人生意気に感ず「生活保護制度本来の意義。雲仙・普賢岳から浅間を考える」 | 中村紀雄オフィシャルブログ 「元 県会議員日記・人生フル回転」Powered by Ameba

人生意気に感ず「生活保護制度本来の意義。雲仙・普賢岳から浅間を考える」

◇コロナ禍が長期化する中で生活困窮者の悲鳴が聞こえてくるようだ。特に非正規雇用の女性やシングルマザーなど弱い立場の多くの人が窮地に陥っていると言われる。厚労省によると生活保護の申請件数が急増していると言われる。自殺者も少なからず出るなど大きな政治的課題になってきた。緊急事態宣言と合わせるように申請件数が跳ね上がると言われる。これはコロナ禍の惨状と生活の困窮が密接に関わることを物語るものだ。生活保護の制度は「最後の安全網」である。厚労省は「生活保護の申請は国民の権利です」と呼びかけている。生活保護を受けるのは憲法上の権利であるが、政府のこの呼びかけを聞くと私は隔世の感を抱く。昔は「民生委員の世話になるのは恥ずかしい」、「福祉の世話にはなりたくない」等の声がよく聞かれたのである。

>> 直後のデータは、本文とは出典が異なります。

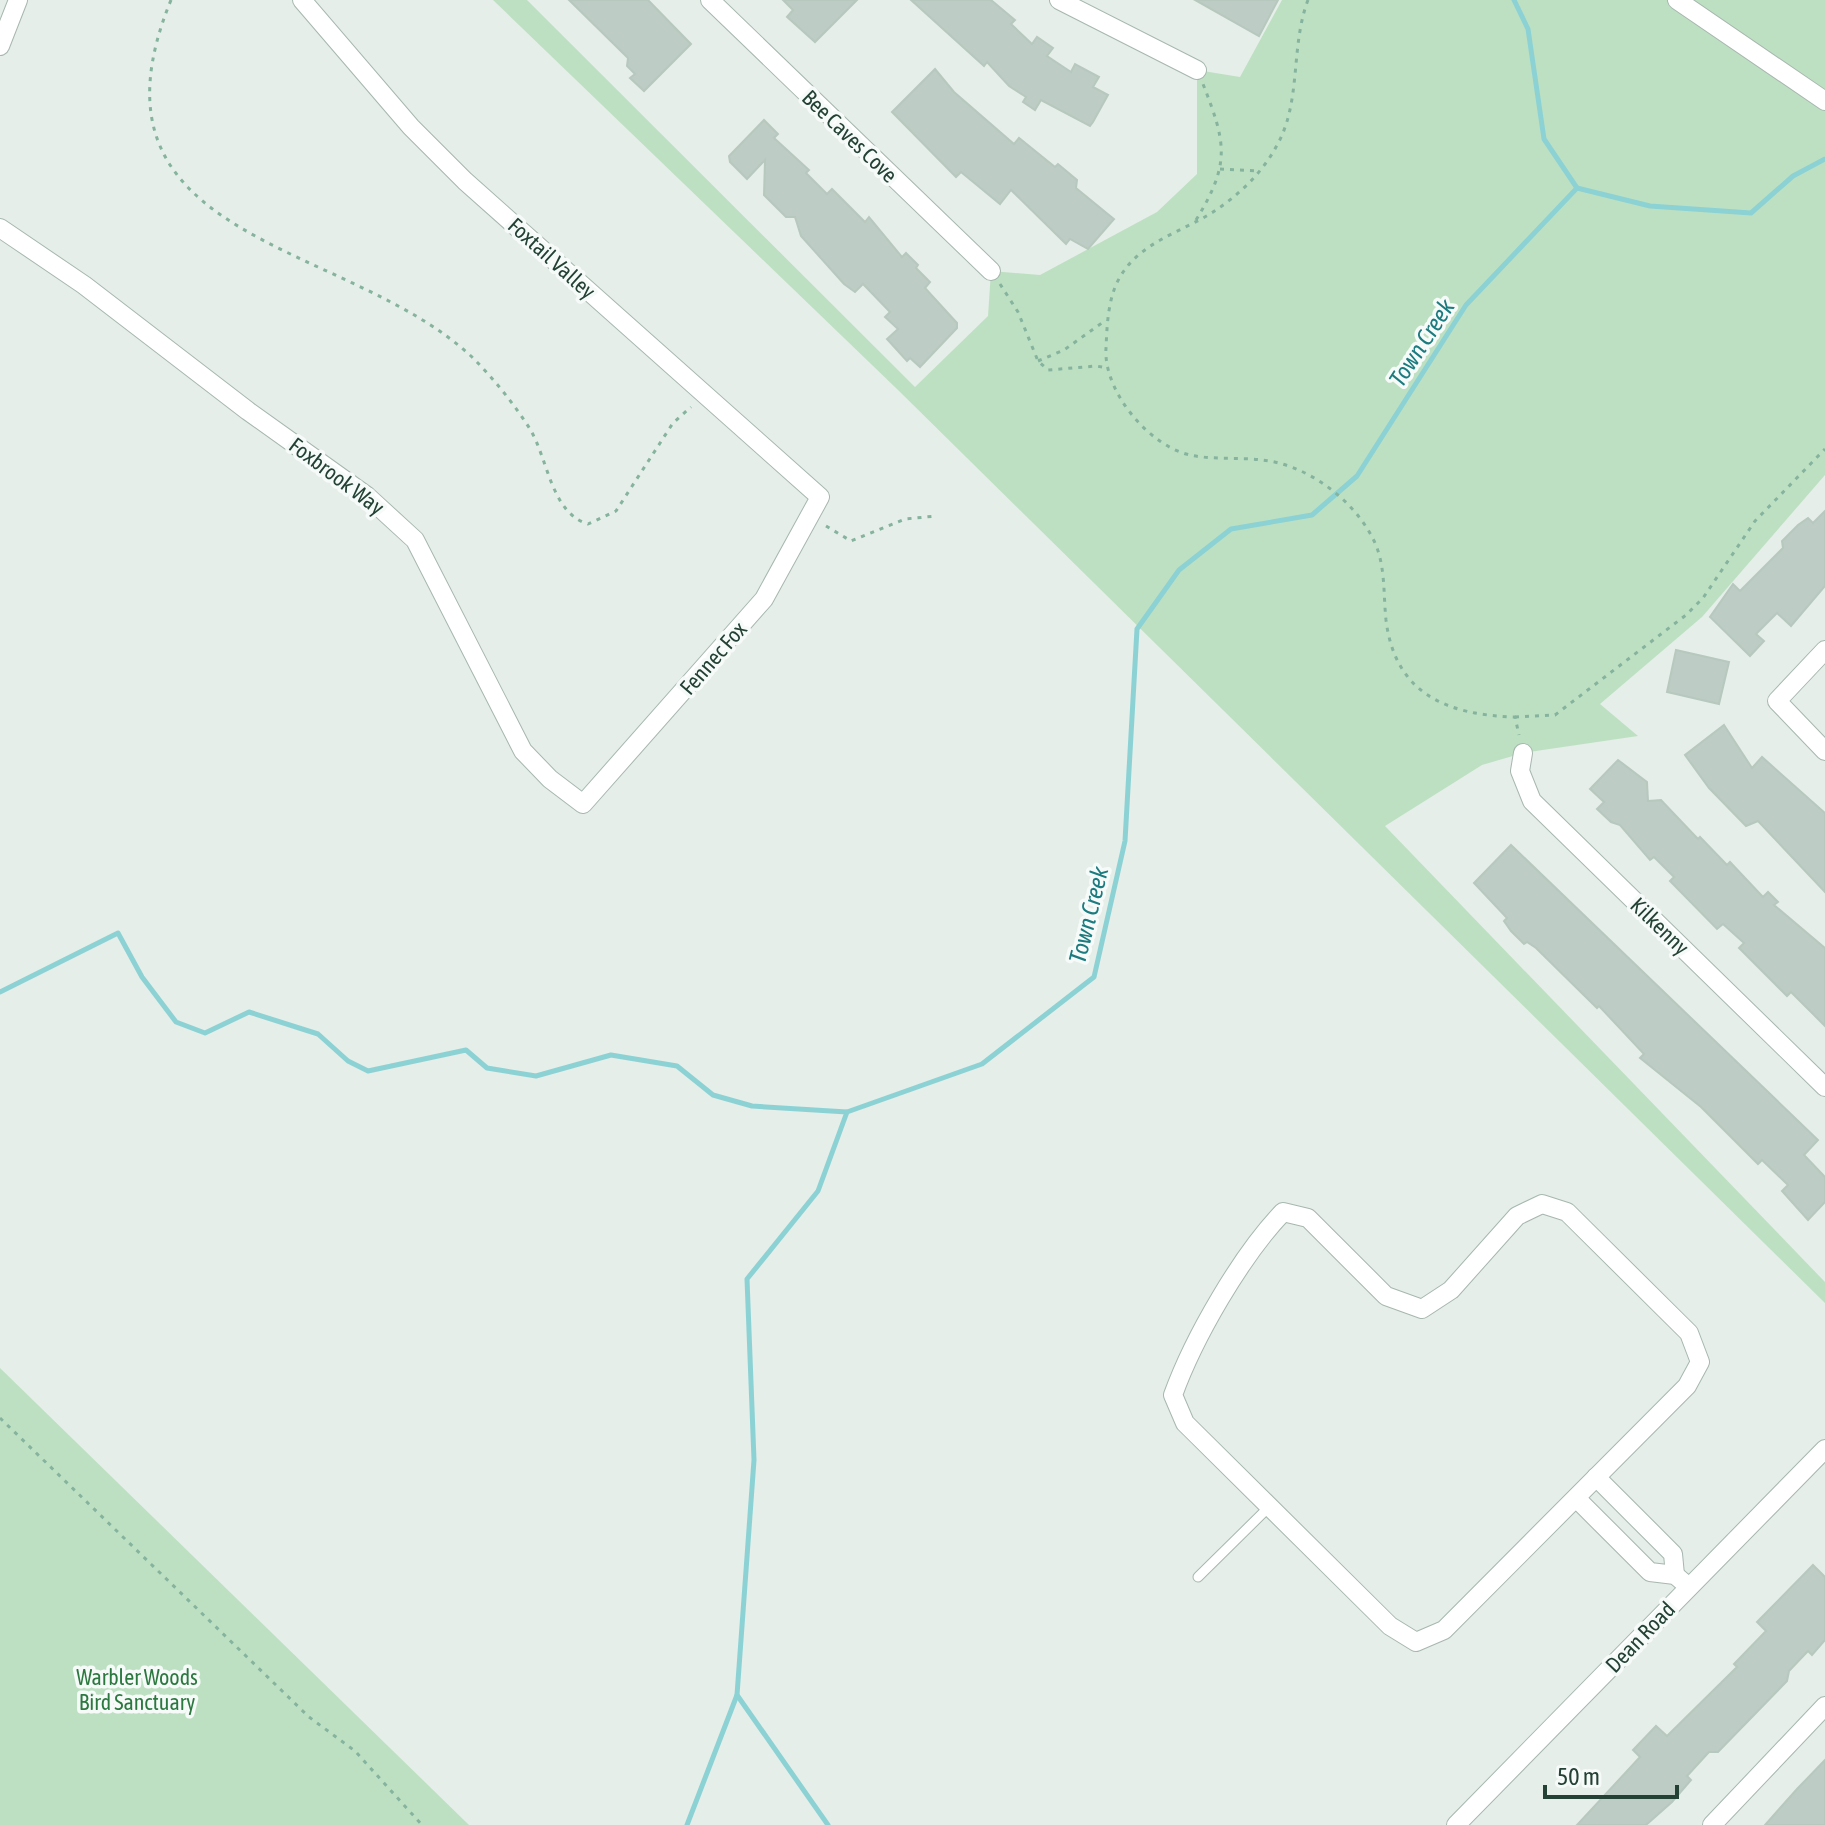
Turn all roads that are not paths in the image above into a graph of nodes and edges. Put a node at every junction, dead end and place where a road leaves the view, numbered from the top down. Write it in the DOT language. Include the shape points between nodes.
graph roads {
  1 [pos="18,0"];
  2 [pos="302,0"];
  3 [pos="710,0"];
  4 [pos="1059,0"];
  5 [pos="1677,0"];
  6 [pos="0,46"];
  7 [pos="1197,70"];
  8 [pos="1825,101"];
  9 [pos="2,233"];
  10 [pos="991,271"];
  11 [pos="817,504"];
  12 [pos="1825,650"];
  13 [pos="1825,751"];
  14 [pos="1523,753"];
  15 [pos="583,804"];
  16 [pos="1825,1087"];
  17 [pos="1825,1449"];
  18 [pos="1596,1477"];
  19 [pos="1576,1498"];
  20 [pos="1269,1507"];
  21 [pos="1198,1577"];
  22 [pos="1682,1581"];
  23 [pos="1825,1706"];
  24 [pos="1456,1825"];
  25 [pos="1712,1825"];
  1 -- 6 [label="street"];
  2 -- 11 [label="street, Foxtail Valley" via="465,181 705,393"];
  3 -- 10 [label="street, Bee Caves Cove"];
  4 -- 7 [label="street"];
  5 -- 8 [label="street"];
  9 -- 15 [label="street, Foxbrook Way" via="84,285 367,496 415,540 523,751"];
  11 -- 15 [label="street, Fennec Fox" via="764,599"];
  12 -- 13 [label="street" via="1777,701"];
  14 -- 16 [label="street, Kilkenny" via="1520,771 1532,801"];
  17 -- 22 [label="street, Dean Road"];
  18 -- 19 [label="street"];
  18 -- 20 [label="street" via="1687,1386 1700,1362 1689,1333 1567,1212 1542,1204 1517,1216 1451,1290 1422,1309 1386,1296 1308,1218 1283,1212 1258,1237 1173,1395 1185,1423"];
  18 -- 22 [label="street" via="1673,1554"];
  19 -- 20 [label="street" via="1444,1630 1416,1642 1390,1626"];
  19 -- 22 [label="street" via="1650,1572"];
  20 -- 21 [label="lane"];
  22 -- 24 [label="street, Dean Road"];
  23 -- 25 [label="street"];
}
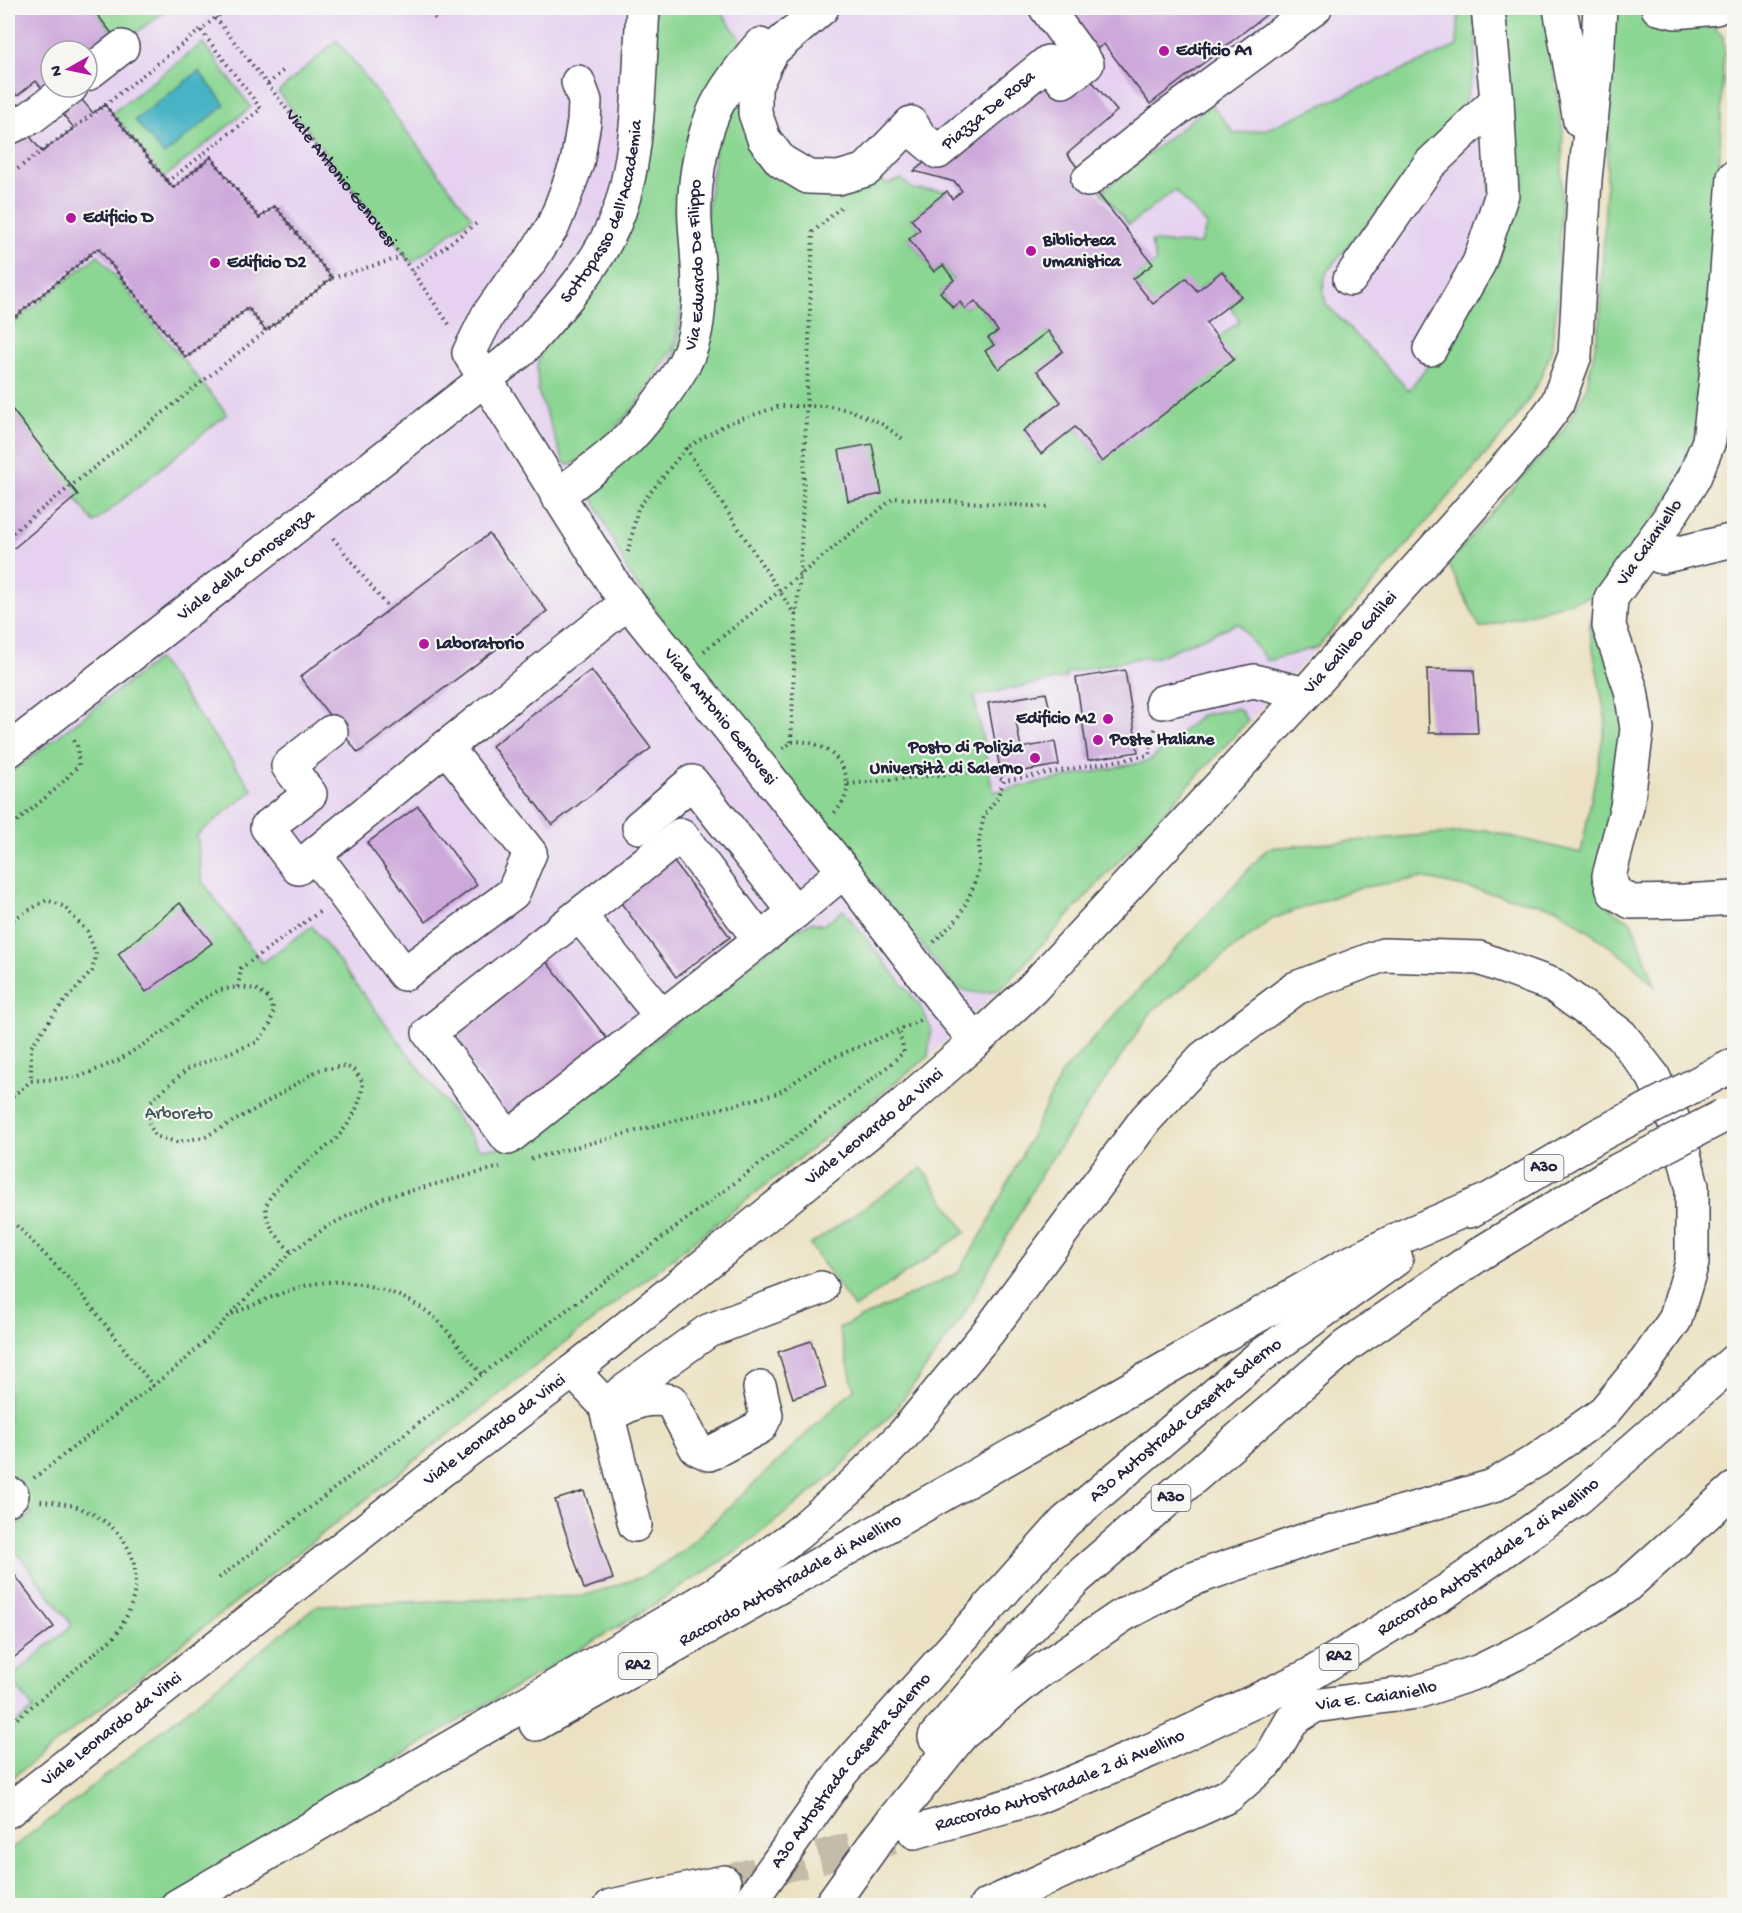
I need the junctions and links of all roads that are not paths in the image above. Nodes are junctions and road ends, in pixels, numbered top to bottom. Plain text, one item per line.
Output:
1 (643, 8) edge
2 (1046, 8) edge
3 (1315, 8) edge
4 (1488, 8) edge
5 (1560, 8) edge
6 (1600, 8) edge
7 (1658, 8) edge
8 (1716, 8) edge
9 (810, 11) edge
10 (122, 47) dead end
11 (99, 65) edge
12 (578, 82) dead end
13 (55, 99) edge
14 (1497, 100) junction
15 (8, 128) edge
16 (1734, 177) edge
17 (1586, 179) junction
18 (1088, 180) dead end
19 (1350, 279) dead end
20 (1430, 349) dead end
21 (477, 366) junction
22 (557, 496) junction
23 (1734, 540) edge
24 (1647, 548) junction
25 (622, 594) junction
26 (1305, 694) junction
27 (1162, 702) road end
28 (331, 732) dead end
29 (446, 747) junction
30 (8, 751) edge
31 (639, 827) dead end
32 (315, 855) junction
33 (844, 871) junction
34 (1734, 897) edge
35 (795, 912) junction
36 (580, 916) junction
37 (760, 940) junction
38 (662, 1017) junction
39 (976, 1041) junction
40 (1723, 1070) edge
41 (1729, 1113) edge
42 (1488, 1200) junction
43 (822, 1288) dead end
44 (1734, 1361) edge
45 (573, 1371) junction
46 (760, 1388) dead end
47 (607, 1411) junction
48 (1734, 1489) edge
49 (635, 1525) dead end
50 (8, 1811) edge
51 (915, 1832) tunnel mouth
52 (724, 1882) tunnel mouth
53 (177, 1905) edge
54 (213, 1905) edge
55 (611, 1905) edge
56 (747, 1905) edge
57 (808, 1905) edge
58 (830, 1905) edge
59 (986, 1905) edge

1 - 21 main road, Sottopasso dell'Accademia
2 - 9 main road, Piazza De Rosa
3 - 18 main road
4 - 14 main road
5 - 17 main road, Via Galileo Galilei
6 - 17 main road, Via Galileo Galilei
7 - 8 main road
9 - 22 main road, Via Eduardo De Filippo
10 - 11 main road
12 - 21 main road
13 - 15 main road
14 - 19 main road
14 - 20 main road
16 - 24 main road, Via Caianiello
17 - 26 main road, Via Galileo Galilei
21 - 22 main road, Viale Antonio Genovesi
21 - 30 main road, Viale della Conoscenza
22 - 25 main road, Viale Antonio Genovesi
23 - 24 main road
24 - 34 main road, Via Caianiello
25 - 29 main road
25 - 33 main road, Viale Antonio Genovesi
26 - 27 main road
26 - 39 main road, Via Galileo Galilei
28 - 32 main road
29 - 32 main road
29 - 32 main road
31 - 35 main road
33 - 35 main road
33 - 39 main road, Viale Antonio Genovesi
35 - 37 main road
36 - 37 main road
36 - 38 main road
36 - 38 main road
37 - 38 main road
39 - 45 main road, Viale Leonardo da Vinci
40 - 42 main road, A30 Autostrada Caserta Salerno / A30, bridge
41 - 57 main road, A30, bridge
42 - 54 main road, Raccordo Autostradale di Avellino / RA2
42 - 56 main road, A30 Autostrada Caserta Salerno / A30
43 - 47 main road
44 - 51 main road, Raccordo Autostradale 2 di Avellino / RA2
45 - 47 main road
45 - 50 main road, Viale Leonardo da Vinci
46 - 47 main road
47 - 49 main road
48 - 59 main road, Via E. Caianiello
52 - 55 main road
53 - 58 main road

 しかし、これらの風潮は正当な権利の行使を妨げる偏見と結びついていた。コロナ禍で職を失った女性などから「偏見をやめて」という声が聞こえてくる。世の中にはこの制度を悪用して受給の要件をいつわって取得する人も少なくないと言われる。今、コロナ禍で問われているのは生活保護の制度が正しく理解され、堂々と給付を受けられるようにすることである。憲法第25条は「すべて国民は健康で文化的な最低限度の生活を営む権利を有する」と定める。生活保護が社会的に正しく定着することは成熟した文化国家の証であると思う。

◇長崎県の雲仙・普賢岳の大災害から3日で30年が経過した。43人が犠牲となった大火砕流の脅威を改めて思う。大火砕流の力は想像を超えるものだった。災害は忘れた頃にやってくるというが正にその通りだった。かつて「長崎大変」と言われた大火砕流は大自然にすればあっという瞬間の経過に過ぎないが、人間はすっかり忘れていたのである。この30年の記念日は現代社会に於ける災害対応の原点を見詰める時である。引き出すべき多くの教訓があったのである。それにつけても私は天明の浅間の大噴火を思い出す。空前の災害であったが、中でも旧鎌原村は酷かった。観音堂に逃れた人々を除いてほとんどが命を失った。吾妻川の対岸まで退避しておれば全員無事だったのにと言われている。群馬は大丈夫という安全神話が依然として支配的であるが、浅間といい赤城山麓の弘仁の大地震といい、大自然の力は測り知れず決して侮ってはならない。(読者に感謝)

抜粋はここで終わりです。